However, I get the following error:

Streamline Data Recorder v9.2.0 (Build ee3c2596c9f33b0d847028a8c8155e38d2c7a9a0 - Tag 0)
Copyright (c) 2010-2024 Arm Limited. All rights reserved.

Default perf mmap size set to 128 pages (512kb)
There are no mali devices to create readers
Detected 2 programmable event counters for Neoverse-V1 PMU
setpriority() failed
Gator ready
Counter 'ARMv8_Neoverse_V1_metric_backend_bound' was not recognized
Counter 'ARMv8_Neoverse_V1_metric_backend_mem_bound' was not recognized
Counter 'ARMv8_Neoverse_V1_metric_backend_stalled_cycles' was not recognized
Counter 'ARMv8_Neoverse_V1_metric_branch_misprediction_ratio' was not recognized
Counter 'ARMv8_Neoverse_V1_metric_branch_mpki' was not recognized
Counter 'ARMv8_Neoverse_V1_metric_cpi' was not recognized
Counter 'ARMv8_Neoverse_V1_metric_frontend_bound' was not recognized
Counter 'ARMv8_Neoverse_V1_metric_frontend_stalled_cycles' was not recognized
Counter 'ARMv8_Neoverse_V1_metric_integer_dp_percentage' was not recognized
Counter 'ARMv8_Neoverse_V1_metric_ipc' was not recognized
Counter 'ARMv8_Neoverse_V1_metric_itlb_mpki' was not recognized
Counter 'ARMv8_Neoverse_V1_metric_itlb_walk_ratio' was not recognized
Counter 'ARMv8_Neoverse_V1_metric_l1d_cache_miss_ratio' was not recognized
Counter 'ARMv8_Neoverse_V1_metric_l1d_cache_mpki' was not recognized
Counter 'ARMv8_Neoverse_V1_metric_l1i_cache_miss_ratio' was not recognized
Counter 'ARMv8_Neoverse_V1_metric_l1i_cache_mpki' was not recognized
Counter 'ARMv8_Neoverse_V1_metric_l1i_tlb_miss_ratio' was not recognized
Counter 'ARMv8_Neoverse_V1_metric_l1i_tlb_mpki' was not recognized
Counter 'ARMv8_Neoverse_V1_metric_l2_cache_miss_ratio' was not recognized
Counter 'ARMv8_Neoverse_V1_metric_l2_cache_mpki' was not recognized
Counter 'ARMv8_Neoverse_V1_metric_l2d_cache_miss_ratio' was not recognized
Counter 'ARMv8_Neoverse_V1_metric_l2d_cache_mpki' was not recognized
Counter 'ARMv8_Neoverse_V1_metric_l3_cache_miss_ratio' was not recognized
Counter 'ARMv8_Neoverse_V1_metric_l3_cache_mpki' was not recognized
Counter 'ARMv8_Neoverse_V1_metric_ll_cache_read_hit_ratio' was not recognized
Counter 'ARMv8_Neoverse_V1_metric_ll_cache_read_miss_ratio' was not recognized
Counter 'ARMv8_Neoverse_V1_metric_ll_cache_read_mpki' was not recognized
Counter 'ARMv8_Neoverse_V1_metric_load_percentage' was not recognized
Counter 'ARMv8_Neoverse_V1_metric_retired_ops_percent' was not recognized
Counter 'ARMv8_Neoverse_V1_metric_scalar_fp_percentage' was not recognized
Counter 'ARMv8_Neoverse_V1_metric_simd_percentage' was not recognized
Counter 'ARMv8_Neoverse_V1_metric_store_percentage' was not recognized
Found metrics set 0xf1cbdecd26f0 for core type Neoverse-V1, n_counters=2 (used 0, raw 2, ret 0, avail 2)
Combinations set size 26
Multiplexed CPU counters currently only work in system-wide mode, or when inherit is no/poll/experimental
Per-function metrics are not supported in application tracing mode when `--inherit yes` (the default) is used.
perf setup failed, are you running Linux 3.4 or later?
Unable to communicate with the perf API, please ensure that CONFIG_TRACING and CONFIG_CONTEXT_SWITCH_TRACER are enabled. Please refer to streamline/gator/README.md for more information.

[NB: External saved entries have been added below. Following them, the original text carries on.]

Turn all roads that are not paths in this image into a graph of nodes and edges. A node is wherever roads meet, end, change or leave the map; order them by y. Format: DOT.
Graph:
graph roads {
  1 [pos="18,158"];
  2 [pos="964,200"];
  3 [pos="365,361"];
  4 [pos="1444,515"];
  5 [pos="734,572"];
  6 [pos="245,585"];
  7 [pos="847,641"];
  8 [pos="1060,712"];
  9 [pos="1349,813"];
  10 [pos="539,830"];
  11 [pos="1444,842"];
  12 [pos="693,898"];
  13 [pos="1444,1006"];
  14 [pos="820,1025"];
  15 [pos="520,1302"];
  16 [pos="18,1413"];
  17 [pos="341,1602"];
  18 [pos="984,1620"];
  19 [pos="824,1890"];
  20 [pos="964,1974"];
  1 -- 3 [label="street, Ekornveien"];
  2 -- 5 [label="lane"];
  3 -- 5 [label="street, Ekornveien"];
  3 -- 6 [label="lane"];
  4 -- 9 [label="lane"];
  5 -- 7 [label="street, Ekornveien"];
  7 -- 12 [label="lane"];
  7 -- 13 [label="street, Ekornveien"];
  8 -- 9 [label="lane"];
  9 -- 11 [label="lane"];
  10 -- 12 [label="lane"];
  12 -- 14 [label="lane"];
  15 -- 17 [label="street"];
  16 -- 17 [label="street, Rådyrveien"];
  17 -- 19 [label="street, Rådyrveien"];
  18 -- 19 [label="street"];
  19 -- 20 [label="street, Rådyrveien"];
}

Please provide guidance on how to resolve this error or suggest any potential misconfigurations or steps that might have been overlooked.

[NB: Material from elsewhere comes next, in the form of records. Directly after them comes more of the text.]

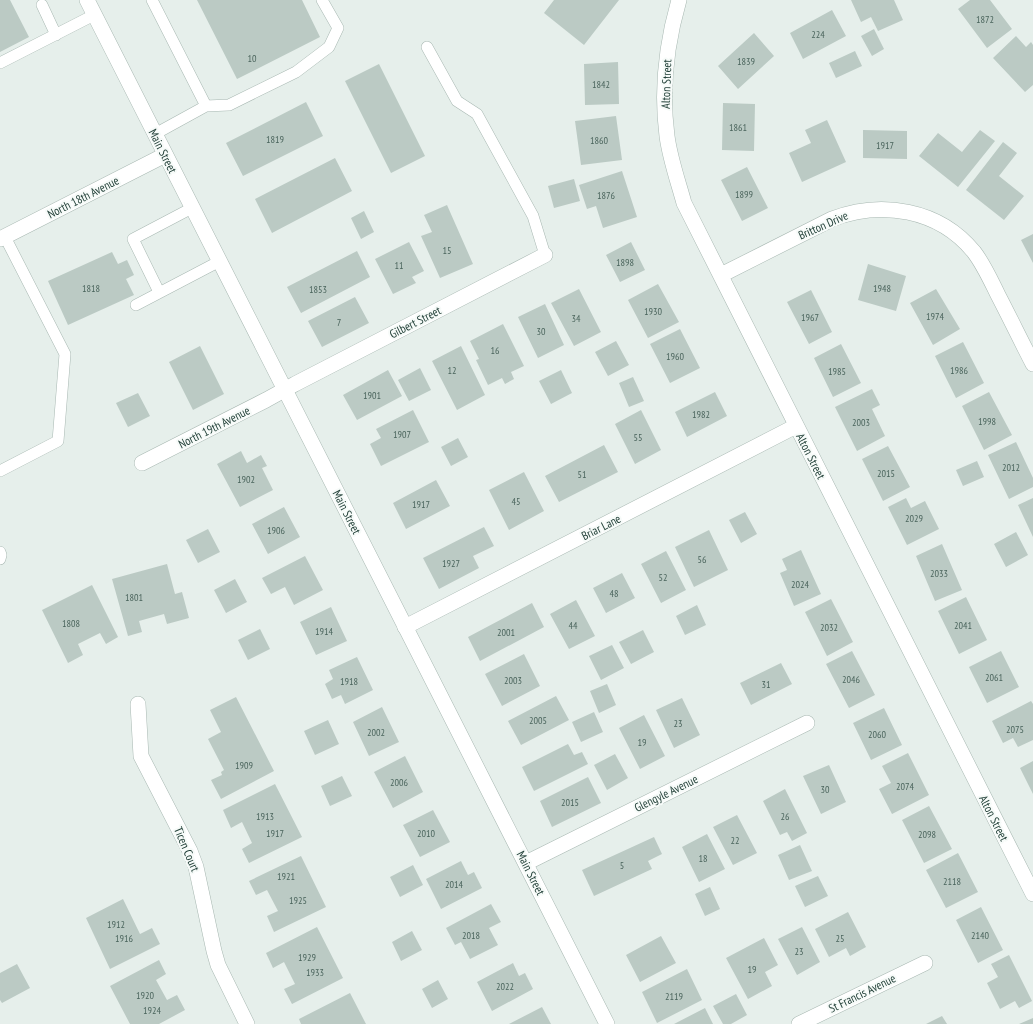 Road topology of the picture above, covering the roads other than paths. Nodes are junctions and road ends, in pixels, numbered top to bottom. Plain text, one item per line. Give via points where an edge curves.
1 (87, 0) edge
2 (152, 0) edge
3 (322, 0) edge
4 (679, 0) edge
5 (44, 2) edge
6 (94, 15) junction
7 (56, 35) junction
8 (427, 47) dead end
9 (0, 63) edge
10 (206, 106) junction
11 (155, 134) junction
12 (165, 154) junction
13 (192, 208) junction
14 (3, 238) edge
15 (545, 255) joint
16 (220, 262) junction
17 (721, 275) junction
18 (160, 292) junction
19 (136, 305) dead end
20 (1033, 364) edge
21 (285, 389) junction
22 (796, 426) junction
23 (142, 463) dead end
24 (0, 471) edge
25 (0, 552) edge
26 (0, 559) edge
27 (405, 627) junction
28 (138, 704) dead end
29 (807, 723) dead end
30 (526, 863) junction
31 (1033, 894) edge
32 (924, 963) dead end
33 (247, 1024) edge
34 (607, 1024) edge
35 (800, 1024) edge

1 - 6 street, Main Street
2 - 10 lane
3 - 10 lane via 338,28 329,47 296,72 229,105
4 - 17 street, Alton Street via 667,52 664,91 668,138 684,203
5 - 7 lane
6 - 7 lane
6 - 11 street, Main Street
7 - 9 lane
8 - 15 lane via 457,101 477,114 533,216
10 - 11 lane
11 - 12 street, Main Street
12 - 13 street, Main Street
12 - 14 street, North 18th Avenue
13 - 16 street, Main Street
13 - 18 lane via 133,239
14 - 24 lane via 64,354 58,441
15 - 21 street, Gilbert Street
16 - 18 lane
16 - 21 street, Main Street
17 - 20 street, Britton Drive via 846,214 885,209 915,213 951,231 974,252
17 - 22 street, Alton Street
18 - 19 lane
21 - 23 street, North 19th Avenue
21 - 27 street, Main Street
22 - 27 street, Briar Lane
22 - 31 street, Alton Street
25 - 26 lane
27 - 30 street, Main Street
28 - 33 street, Ticen Court via 141,756 193,859 216,958
29 - 30 street, Glengyle Avenue
30 - 34 street, Main Street
32 - 35 street, St Francis Avenue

Hi @rakshithgb-fujitsu - The "Multiplexed CPU counters currently only work in system-wide mode, or when inherit is no/poll/experimental. Per-function metrics are not supported in application tracing mode when --inherit yes (the default) is used." is the relevant part of that dump of text...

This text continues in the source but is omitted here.